There were 3,993 households, out of which 30.2% had children under the age of 18 living with them, 45.3% were married couples living together, 11.6% had a female householder with no husband present, and 38.7% were non-families. Of all households 31.7% were made up of individuals, and 10.0% had someone living alone who was 65 years of age or older. The average household size was 2.49 and the average family size was 3.09.

In the village, the population was spread out, with 22.1% under the age of 18, 7.3% from 18 to 24, 37.0% from 25 to 44, 21.6% from 45 to 64, and 11.9% who were 65 years of age or older. The median age was 36 years. For every 100 females, there were 98.8 males.
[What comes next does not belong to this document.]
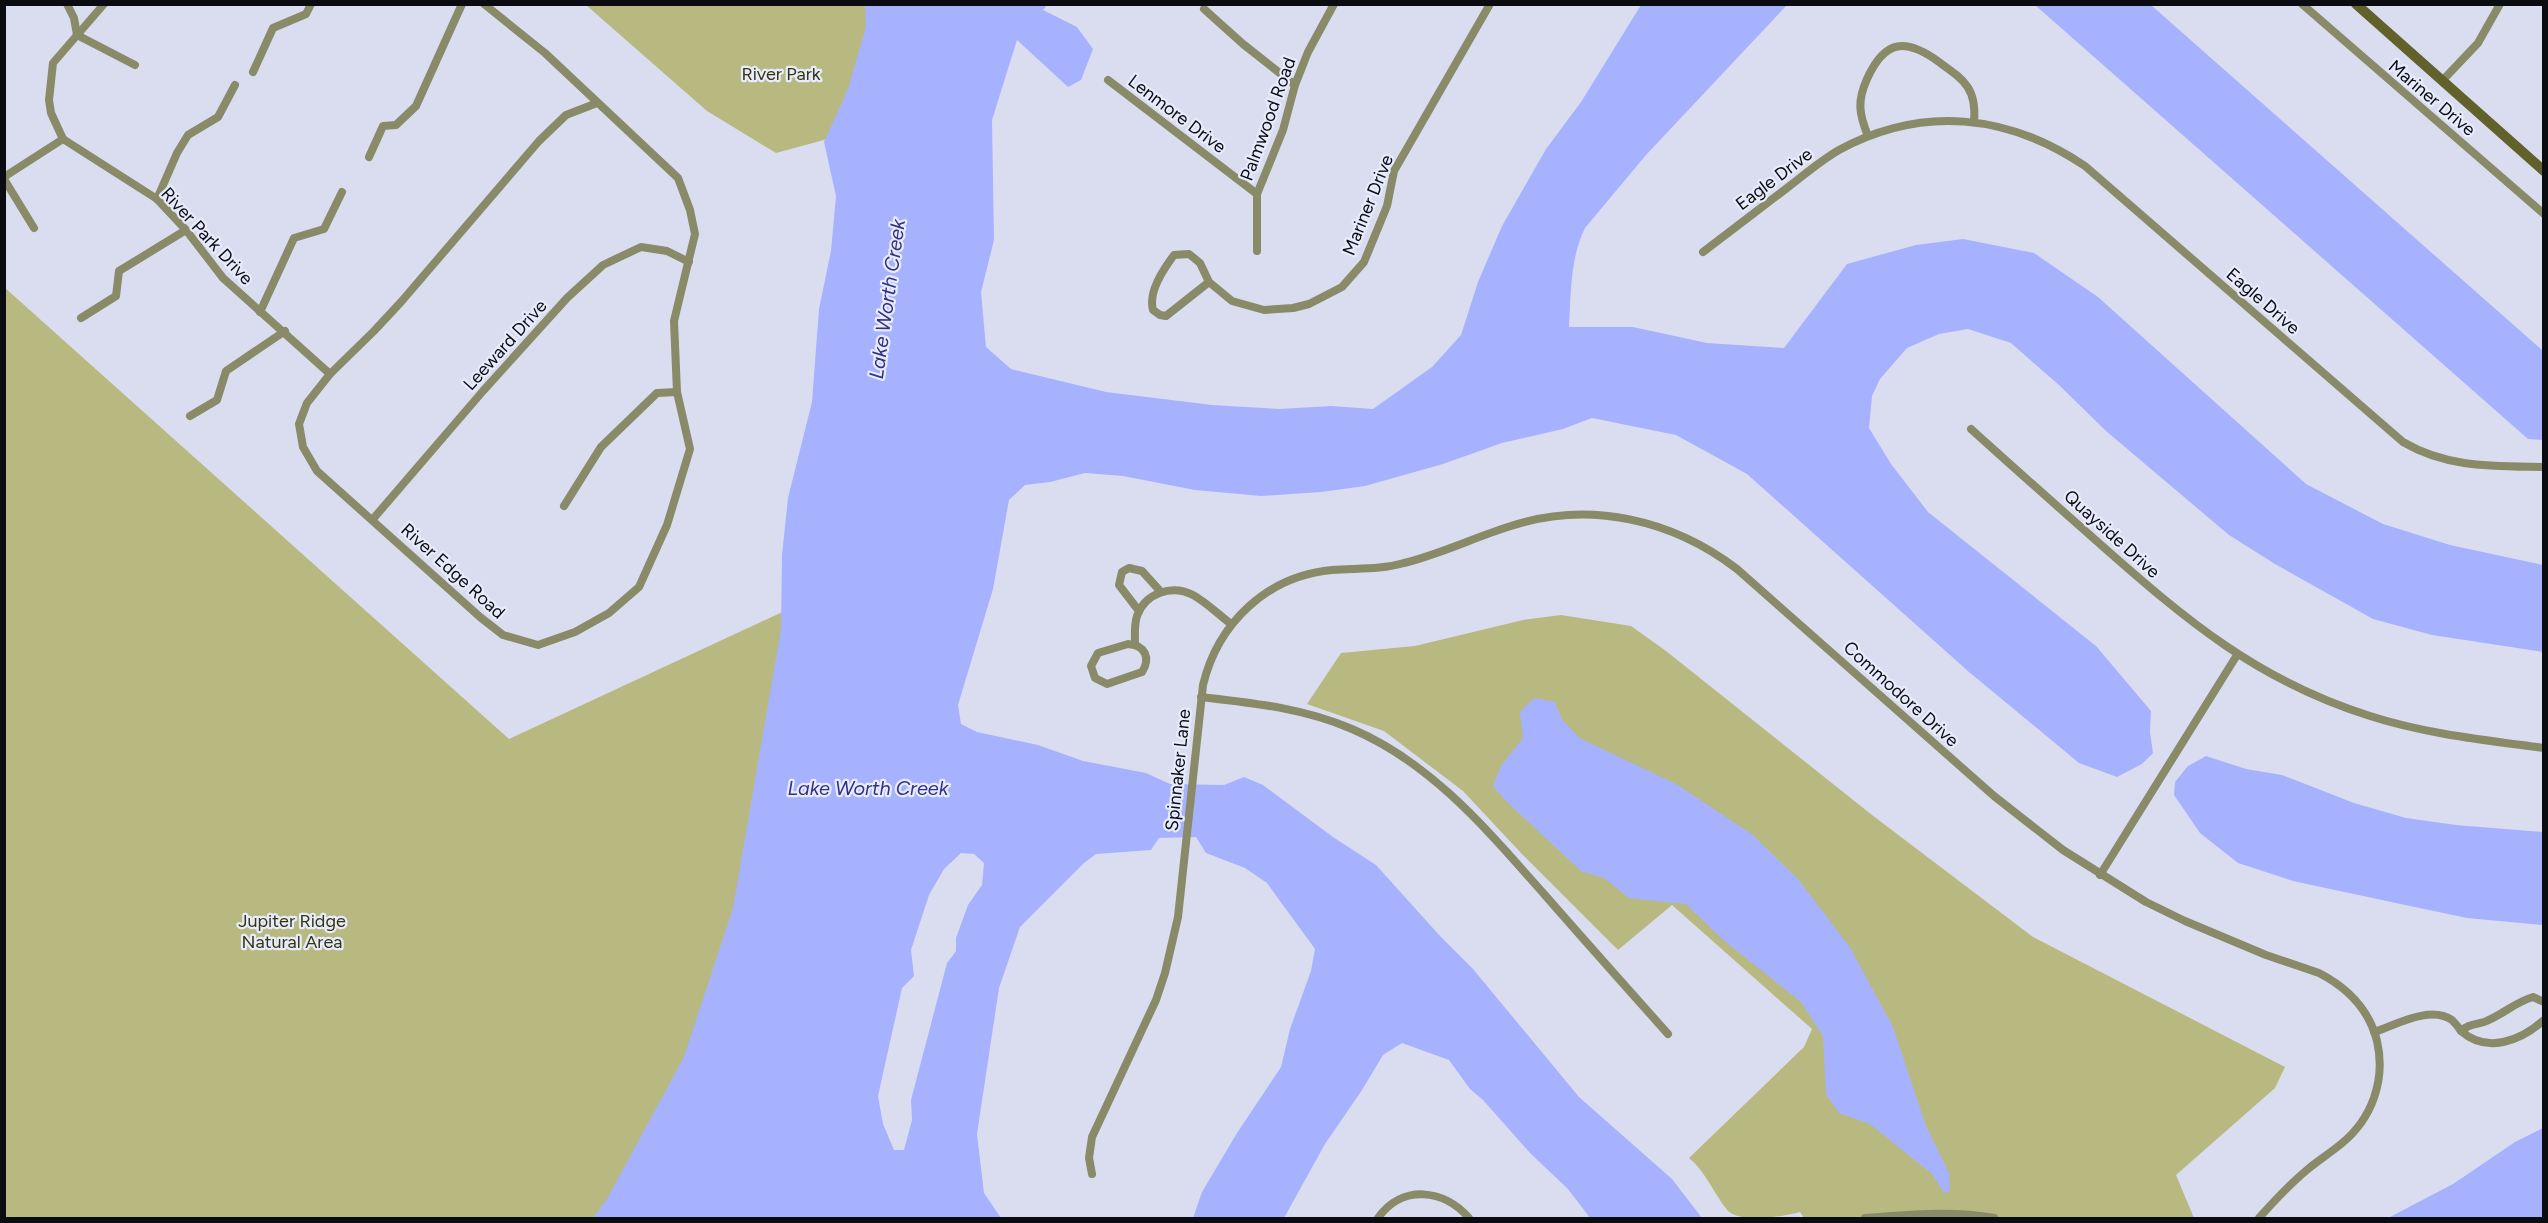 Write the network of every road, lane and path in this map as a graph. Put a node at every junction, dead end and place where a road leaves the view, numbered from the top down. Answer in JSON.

For every 100 females age 18 and over, there were 94.7 males.

The median income for a household in the village was $62,699, and the median income for a family was $68,219. Males had a median income of $45,428 versus $40,040 for females. The per capita income for the village was $32,424.  About 7.4% of families and 10.5% of the population were below the poverty line, including 11.0% of those under age 18 and 13.8% of those age 65 or over.
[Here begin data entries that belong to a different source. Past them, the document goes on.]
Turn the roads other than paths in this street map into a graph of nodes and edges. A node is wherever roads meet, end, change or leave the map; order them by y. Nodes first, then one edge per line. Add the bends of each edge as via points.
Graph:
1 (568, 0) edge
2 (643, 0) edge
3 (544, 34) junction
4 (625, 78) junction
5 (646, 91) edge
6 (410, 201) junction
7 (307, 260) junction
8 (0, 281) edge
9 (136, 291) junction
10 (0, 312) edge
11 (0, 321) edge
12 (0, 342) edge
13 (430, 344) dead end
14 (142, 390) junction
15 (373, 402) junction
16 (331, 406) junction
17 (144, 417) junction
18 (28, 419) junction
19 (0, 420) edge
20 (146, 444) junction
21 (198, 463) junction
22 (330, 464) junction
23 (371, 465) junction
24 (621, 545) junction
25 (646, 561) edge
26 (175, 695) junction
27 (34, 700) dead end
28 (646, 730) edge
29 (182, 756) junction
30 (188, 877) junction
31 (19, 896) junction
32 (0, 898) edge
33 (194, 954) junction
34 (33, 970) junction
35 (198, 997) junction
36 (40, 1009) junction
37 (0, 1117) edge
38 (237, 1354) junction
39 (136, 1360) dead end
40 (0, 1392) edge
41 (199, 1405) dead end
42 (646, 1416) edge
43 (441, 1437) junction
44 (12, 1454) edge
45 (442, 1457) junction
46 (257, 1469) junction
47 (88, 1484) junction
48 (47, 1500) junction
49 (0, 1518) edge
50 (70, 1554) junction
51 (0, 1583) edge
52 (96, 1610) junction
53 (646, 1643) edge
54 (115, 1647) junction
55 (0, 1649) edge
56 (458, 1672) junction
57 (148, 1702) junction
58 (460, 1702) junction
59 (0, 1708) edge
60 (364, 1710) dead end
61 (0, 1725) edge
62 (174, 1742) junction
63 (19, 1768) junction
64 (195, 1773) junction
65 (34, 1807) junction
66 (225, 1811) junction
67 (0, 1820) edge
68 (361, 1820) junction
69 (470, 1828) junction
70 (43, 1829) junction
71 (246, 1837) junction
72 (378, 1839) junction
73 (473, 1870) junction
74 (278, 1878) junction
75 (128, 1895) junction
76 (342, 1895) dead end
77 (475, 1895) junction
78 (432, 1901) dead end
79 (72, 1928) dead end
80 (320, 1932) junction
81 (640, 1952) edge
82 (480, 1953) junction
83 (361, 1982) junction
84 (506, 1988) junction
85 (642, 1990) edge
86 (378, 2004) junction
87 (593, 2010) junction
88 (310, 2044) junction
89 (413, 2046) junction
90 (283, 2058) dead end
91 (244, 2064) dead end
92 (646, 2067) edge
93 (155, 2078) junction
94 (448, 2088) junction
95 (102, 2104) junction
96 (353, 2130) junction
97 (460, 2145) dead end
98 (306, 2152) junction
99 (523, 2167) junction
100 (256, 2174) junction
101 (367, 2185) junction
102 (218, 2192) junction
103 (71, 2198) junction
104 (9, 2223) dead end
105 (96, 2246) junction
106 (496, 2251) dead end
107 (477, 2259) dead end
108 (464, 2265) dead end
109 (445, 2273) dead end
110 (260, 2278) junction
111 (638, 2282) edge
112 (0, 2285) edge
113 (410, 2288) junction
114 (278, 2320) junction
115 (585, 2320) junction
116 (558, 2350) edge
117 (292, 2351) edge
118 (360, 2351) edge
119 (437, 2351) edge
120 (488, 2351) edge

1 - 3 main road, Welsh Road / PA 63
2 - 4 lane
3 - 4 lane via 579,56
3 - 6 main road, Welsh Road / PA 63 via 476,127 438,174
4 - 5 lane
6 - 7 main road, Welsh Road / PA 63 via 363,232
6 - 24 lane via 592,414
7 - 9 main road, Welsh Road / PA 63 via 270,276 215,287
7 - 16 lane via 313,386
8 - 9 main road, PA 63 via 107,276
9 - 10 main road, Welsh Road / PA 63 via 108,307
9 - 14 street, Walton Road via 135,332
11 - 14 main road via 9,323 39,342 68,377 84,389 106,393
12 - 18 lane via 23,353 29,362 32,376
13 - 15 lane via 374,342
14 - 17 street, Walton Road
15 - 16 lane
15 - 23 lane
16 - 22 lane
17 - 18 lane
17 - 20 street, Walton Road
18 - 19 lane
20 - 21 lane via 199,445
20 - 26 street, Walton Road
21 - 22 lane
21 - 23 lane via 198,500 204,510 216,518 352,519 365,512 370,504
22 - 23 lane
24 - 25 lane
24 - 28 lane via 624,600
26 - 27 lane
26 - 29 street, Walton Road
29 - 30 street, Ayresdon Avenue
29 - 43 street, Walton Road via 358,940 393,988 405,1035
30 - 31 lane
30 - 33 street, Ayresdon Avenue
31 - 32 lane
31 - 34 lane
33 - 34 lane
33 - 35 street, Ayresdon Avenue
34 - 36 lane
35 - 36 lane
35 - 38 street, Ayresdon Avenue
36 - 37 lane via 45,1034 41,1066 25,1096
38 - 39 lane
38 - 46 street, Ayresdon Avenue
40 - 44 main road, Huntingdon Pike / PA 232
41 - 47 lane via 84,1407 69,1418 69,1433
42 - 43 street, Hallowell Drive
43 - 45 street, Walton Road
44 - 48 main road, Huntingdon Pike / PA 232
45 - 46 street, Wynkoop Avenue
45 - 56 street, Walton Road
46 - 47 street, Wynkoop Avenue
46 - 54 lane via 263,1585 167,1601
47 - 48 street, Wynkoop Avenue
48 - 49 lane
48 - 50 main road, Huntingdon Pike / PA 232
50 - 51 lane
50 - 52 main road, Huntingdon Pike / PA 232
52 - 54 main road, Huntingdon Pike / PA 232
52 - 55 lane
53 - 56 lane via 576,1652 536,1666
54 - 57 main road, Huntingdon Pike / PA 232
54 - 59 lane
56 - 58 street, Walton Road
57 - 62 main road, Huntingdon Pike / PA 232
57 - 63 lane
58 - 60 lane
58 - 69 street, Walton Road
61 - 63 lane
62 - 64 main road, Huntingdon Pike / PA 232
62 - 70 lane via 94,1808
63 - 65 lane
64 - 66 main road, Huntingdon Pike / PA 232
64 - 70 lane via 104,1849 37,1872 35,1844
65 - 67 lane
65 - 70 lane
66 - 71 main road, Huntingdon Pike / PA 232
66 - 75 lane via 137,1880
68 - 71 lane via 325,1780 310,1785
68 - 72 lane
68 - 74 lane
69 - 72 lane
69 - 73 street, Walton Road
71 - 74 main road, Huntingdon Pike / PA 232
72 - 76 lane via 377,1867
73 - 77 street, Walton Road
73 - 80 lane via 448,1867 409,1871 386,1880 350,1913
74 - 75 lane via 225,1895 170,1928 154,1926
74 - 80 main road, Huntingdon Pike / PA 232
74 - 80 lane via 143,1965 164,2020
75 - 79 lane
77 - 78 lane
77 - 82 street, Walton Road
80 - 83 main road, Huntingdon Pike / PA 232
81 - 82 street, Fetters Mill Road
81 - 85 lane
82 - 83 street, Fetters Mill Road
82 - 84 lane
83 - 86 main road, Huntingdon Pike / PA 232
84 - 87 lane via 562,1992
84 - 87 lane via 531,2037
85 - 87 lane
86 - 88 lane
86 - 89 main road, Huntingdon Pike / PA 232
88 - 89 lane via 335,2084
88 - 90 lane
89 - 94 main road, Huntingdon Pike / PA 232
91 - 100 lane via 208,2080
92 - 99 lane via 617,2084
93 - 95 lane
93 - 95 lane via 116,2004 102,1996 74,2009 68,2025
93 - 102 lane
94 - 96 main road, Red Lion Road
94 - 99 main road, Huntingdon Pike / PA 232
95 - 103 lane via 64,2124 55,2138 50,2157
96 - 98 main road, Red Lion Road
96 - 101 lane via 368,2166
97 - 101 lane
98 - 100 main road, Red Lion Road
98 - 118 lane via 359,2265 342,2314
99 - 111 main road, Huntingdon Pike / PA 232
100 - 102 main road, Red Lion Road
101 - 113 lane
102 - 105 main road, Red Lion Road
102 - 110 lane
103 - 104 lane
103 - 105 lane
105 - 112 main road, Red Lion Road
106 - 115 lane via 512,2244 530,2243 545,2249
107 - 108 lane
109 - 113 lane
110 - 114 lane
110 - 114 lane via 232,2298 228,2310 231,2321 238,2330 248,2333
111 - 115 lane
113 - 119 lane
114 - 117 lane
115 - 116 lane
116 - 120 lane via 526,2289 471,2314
Mount Kisco is socioeconomically diverse. Though most residents are middle to upper middle class professionals, Mount Kisco is home to a sizable number of working class Hispanic immigrants who primarily reside in the downtown core. In contrast, sprawling estates and equestrian farms are to be found farther away from the center of town. Worth millions of dollars, these properties are occasionally of a historic nature, many dating back to the late 19th and early 20th centuries. These bucolic country roads, meadows, and rolling hills are often technically within neighboring Bedford, though they share Mount Kisco's ZIP Code and post office. Residents in this overlapping zone may use either a Bedford Corners or Mount Kisco mailing address.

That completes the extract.